Может, он вообще Смирнов Степан.
Главное, не дрогнуть в ходе опохмела,
Руку не обрезать об стакан!
«Главное, чтоб дружба в людях оставалась! —
Это Шура тост нам прокричал, —
Чтоб душа горела, и земля вращалась,
И скворец на ветке щебетал!»
…Мы на Север Гальке в часть письмо послали,
Чтоб опять в туман его влекла!
Вот уже с ней Шурка все забыл печали,
У него на роже взор орла!
«Мне сто лет не нужен город Улан-Батор, —
Там у них сквозняк из всех углов.
Вот же оно, счастье, — Галька, дом, ребята,
Жизнь, Россия, Родина, любовь!!!»
«Ой, время нынче подлое, лихое…»
Ой, время нынче подлое, лихое
Кувалдой колошматит по башке.
Бригада не вернулась из забоя.
И нет у нас ни мира, ни покоя
В шахтёрском захудалом городке.
И, чтобы нам чихать от чёрной пыли
Без лишних слёз, вожди родной земли
Похорона по полной оплатили
И пива две цистерны привезли.
И мы сидим во дворике продмага,
И тётя Зина встала на розлив,
И пес Полкан, заморыш, бедолага,
Нас охранять приплёлся, еле жив.
И мы бежим за воблой к бабе Варе,
Глаза горят на рожах, как угли,
Она в кредит нас оптом отоварит,
Она всё знает: пиво привезли!
Его сюда сто лет не привозили
И тыщу лет ещё не привезут,
И шо́ фер Федька едет к нам на ЗИЛе,
И бабы с коромыслами бегут!
И старикан Антоныч выгнул шею,
И побросал в крапиву костыли,
И покатился с горки: так быстрее!
Пошло всё к чёрту! Пиво привезли!
И машинист от Бога, друг наш Колька,
На переезде бросил паровоз,
И прибежал на шум, и пляшет польку,
И пиво пьёт, и по хрену мороз!
Он от колёс, от шпал воротит рыло,
Душа поёт под стук людских сердец:
«Спасибочки, товарищ Ворошилов!
Спасибо, Сталин, наш родной отец!»
Нам машет лапой заяц на опушке,
На нас гудит гружёная баржа́:
«Я б тоже с вами вмазала по кружке,
Но путь далек, и нету куража!»
И комсомолец Васька — жук, проныра,
Ведро наполнил: вот оно, ура!
Какой там, к чёрту, марш во имя мира,
Какой там, на хрен, уголь «на гора»!
У воробья вираж заложен криво,
И журавлиный клин вошёл в пике:
«Курлы-бурлы! — кричат, — мы хочем пива
И жить не хочем в грусти и тоске!»
А Кольке пятки чешут ради смеха
И чешую за шиворот суют.
Он никуда сегодня не доехал,
Он болт забил на график и маршрут!
А за рекой великие просторы,
Там тоже люди русские живут,
Там лопухи, полынь и мухоморы,
И нет дорог, и пива не дают!
Колян кричит: «За тех, кто спит в могиле!
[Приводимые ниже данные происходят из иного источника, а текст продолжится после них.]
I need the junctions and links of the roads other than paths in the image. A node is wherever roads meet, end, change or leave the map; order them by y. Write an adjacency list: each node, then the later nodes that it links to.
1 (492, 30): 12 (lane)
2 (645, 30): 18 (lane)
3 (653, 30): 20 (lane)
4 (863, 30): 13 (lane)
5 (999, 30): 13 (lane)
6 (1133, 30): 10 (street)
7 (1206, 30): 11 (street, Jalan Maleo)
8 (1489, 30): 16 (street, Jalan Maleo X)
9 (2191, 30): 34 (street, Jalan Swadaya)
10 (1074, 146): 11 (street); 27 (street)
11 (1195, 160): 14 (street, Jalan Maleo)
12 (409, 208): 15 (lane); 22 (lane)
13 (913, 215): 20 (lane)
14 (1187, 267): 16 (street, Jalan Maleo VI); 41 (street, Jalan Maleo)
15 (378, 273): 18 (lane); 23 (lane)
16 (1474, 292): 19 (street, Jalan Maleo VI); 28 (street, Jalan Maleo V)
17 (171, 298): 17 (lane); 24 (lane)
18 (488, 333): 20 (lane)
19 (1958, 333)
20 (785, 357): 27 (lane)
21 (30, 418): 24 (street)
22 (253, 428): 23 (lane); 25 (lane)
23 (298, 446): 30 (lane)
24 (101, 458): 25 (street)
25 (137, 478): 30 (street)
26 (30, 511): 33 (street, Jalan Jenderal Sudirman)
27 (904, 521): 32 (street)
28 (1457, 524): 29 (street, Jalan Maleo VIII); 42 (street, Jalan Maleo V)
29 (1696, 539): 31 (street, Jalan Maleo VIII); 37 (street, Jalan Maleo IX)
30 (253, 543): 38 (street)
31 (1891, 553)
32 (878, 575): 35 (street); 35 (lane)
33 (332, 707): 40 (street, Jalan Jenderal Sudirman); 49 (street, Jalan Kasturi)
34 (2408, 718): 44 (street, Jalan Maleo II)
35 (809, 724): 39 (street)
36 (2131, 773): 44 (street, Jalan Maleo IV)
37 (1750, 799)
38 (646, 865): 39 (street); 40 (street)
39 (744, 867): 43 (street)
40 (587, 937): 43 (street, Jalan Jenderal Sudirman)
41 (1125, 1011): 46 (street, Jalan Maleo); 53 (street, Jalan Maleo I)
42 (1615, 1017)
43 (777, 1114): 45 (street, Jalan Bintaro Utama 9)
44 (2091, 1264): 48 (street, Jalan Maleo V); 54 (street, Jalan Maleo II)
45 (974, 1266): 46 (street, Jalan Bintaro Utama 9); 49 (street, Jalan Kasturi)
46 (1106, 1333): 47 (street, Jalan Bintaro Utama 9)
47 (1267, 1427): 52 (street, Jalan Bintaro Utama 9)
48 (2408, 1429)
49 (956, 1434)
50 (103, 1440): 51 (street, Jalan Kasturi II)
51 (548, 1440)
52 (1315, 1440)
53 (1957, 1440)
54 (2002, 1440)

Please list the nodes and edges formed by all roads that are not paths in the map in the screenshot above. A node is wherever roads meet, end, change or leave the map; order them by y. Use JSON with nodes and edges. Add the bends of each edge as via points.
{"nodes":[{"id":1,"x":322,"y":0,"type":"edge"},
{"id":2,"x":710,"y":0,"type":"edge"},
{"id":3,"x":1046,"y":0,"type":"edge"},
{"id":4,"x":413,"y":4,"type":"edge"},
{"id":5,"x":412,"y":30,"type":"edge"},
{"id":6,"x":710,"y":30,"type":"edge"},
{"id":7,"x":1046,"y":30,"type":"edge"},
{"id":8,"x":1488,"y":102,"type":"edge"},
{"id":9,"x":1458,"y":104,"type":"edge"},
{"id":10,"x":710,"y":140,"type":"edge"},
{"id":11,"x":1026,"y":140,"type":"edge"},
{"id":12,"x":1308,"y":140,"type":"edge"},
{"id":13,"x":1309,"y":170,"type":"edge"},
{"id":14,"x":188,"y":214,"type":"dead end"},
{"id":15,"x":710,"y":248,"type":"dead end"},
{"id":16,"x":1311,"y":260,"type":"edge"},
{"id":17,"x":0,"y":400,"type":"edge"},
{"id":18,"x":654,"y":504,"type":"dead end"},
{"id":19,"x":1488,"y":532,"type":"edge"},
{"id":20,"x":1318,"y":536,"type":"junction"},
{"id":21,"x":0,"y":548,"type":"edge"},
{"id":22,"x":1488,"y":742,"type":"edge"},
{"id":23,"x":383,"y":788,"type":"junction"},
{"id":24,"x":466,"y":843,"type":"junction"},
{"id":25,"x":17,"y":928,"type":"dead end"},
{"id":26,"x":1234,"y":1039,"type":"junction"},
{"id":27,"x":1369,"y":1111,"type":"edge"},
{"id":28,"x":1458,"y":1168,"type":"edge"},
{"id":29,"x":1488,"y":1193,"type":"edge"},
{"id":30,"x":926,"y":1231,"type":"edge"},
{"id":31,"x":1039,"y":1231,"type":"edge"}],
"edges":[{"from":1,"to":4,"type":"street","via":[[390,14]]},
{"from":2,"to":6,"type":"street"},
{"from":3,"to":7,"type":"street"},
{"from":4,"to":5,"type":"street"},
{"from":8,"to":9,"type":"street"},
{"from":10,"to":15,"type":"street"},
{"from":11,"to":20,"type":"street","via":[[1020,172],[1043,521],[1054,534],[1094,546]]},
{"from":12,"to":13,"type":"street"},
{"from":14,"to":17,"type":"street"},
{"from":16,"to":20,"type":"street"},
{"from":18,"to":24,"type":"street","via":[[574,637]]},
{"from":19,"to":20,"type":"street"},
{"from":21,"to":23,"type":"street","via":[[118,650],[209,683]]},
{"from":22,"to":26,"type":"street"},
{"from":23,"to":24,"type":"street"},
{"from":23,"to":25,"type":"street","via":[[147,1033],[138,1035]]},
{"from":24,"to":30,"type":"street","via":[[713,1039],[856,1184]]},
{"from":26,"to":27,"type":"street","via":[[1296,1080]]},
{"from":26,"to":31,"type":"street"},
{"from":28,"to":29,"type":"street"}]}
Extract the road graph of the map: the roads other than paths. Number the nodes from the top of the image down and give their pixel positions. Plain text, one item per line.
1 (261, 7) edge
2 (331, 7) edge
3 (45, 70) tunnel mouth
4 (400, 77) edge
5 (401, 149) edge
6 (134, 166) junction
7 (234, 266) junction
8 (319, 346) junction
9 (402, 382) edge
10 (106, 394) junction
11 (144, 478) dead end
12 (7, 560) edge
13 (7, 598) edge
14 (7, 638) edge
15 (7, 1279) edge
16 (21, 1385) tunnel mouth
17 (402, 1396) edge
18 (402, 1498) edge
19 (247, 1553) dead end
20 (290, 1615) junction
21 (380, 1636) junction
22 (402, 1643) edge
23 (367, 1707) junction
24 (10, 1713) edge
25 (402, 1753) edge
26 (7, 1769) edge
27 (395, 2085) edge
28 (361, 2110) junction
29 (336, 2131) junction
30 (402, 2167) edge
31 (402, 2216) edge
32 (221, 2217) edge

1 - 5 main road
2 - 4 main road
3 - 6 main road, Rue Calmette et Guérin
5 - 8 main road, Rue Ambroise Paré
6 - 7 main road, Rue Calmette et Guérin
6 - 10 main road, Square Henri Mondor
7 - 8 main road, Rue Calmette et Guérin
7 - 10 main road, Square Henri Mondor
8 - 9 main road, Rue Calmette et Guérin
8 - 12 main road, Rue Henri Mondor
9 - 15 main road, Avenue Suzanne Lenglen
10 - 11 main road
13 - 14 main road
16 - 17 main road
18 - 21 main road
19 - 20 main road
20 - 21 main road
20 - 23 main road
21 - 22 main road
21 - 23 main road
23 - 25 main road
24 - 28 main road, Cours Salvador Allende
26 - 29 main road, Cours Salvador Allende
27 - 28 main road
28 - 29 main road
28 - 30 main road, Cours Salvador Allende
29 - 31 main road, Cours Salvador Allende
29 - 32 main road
Скорби и плачь, Сибирь, родная мать!
Их не за счастье наше положили,
А чтоб в продмаге выручку собрать!»
И ветер зол, жесток. На кружках наледь,
И пиво на исходе. Кончен бал.
И шахта нам сиреною сигналит:
«Пора на смену, чёрт бы вас побрал!»
И котелок, вон, пуст у Николая,
Он глазом вертит красным и кривым:
«Отговорила роща золота!
И жизнь прошла, как с белых яблонь дым!»
И нам туда, где сумрачно и сыро.
Закат холодный замер над землёй.
И тучи в небо впились, как вампиры.
И пива нет. И мы идем в забой…
«Очнувшись от сладких снов…»
Очнувшись от сладких снов,
Пожрав из кастрюли корм,
Мой друг Федосей Ершов
Дудит в пионерский горн —
С последнего этажа,
С балкона на Млечный Путь,
Впотьмах, под дождём дрожа,
Дудит, надрывая грудь.
Секретный сотрудник служб,
Он в норах торчал, как крот.
Забитая в тишь да глушь,
Душа всё равно поёт!
В душе объявилась боль,
В душе разошёлся шов.
Тоскует, берёт бемоль
Мой друг Федосей Ершов.
До слёз, до разрыва жил,
Как скот ломовой в хлеву,
Мычит Федосей: «Я жил!
И даже сейчас живу!»
Он хочет к честной братве
Подвинуться на вершок.
С людьми хочет быть в родстве
Крутой музыкант Ершов!
И пятна лиловых лиц
Из окон, как из могил,
В пейзаж свысока вплелись,
И свет над землёй уныл.
Из пыльных глухих щелей
Во мглу, как на кол, на крюк,
Случайных ночных людей
Зовёт заунывный звук.
Сбиваются ноты с ног,
Как психи, как псы в бегах,
И вот уже — прыг да скок —
Попрал сапогом порог
Сержант со свистком в зубах.
Сожрав вместо хлеба кляп,
В прохладу, как в чёрный ров,
В полёт из железных лап
Ушёл Федосей Ершов!
Сбивая с пространства спесь,
В пути из последних сил
Он людям играет песнь
Про то, как он жил и был…
«Я со всех постов смещённый, я собрался в даль степную…»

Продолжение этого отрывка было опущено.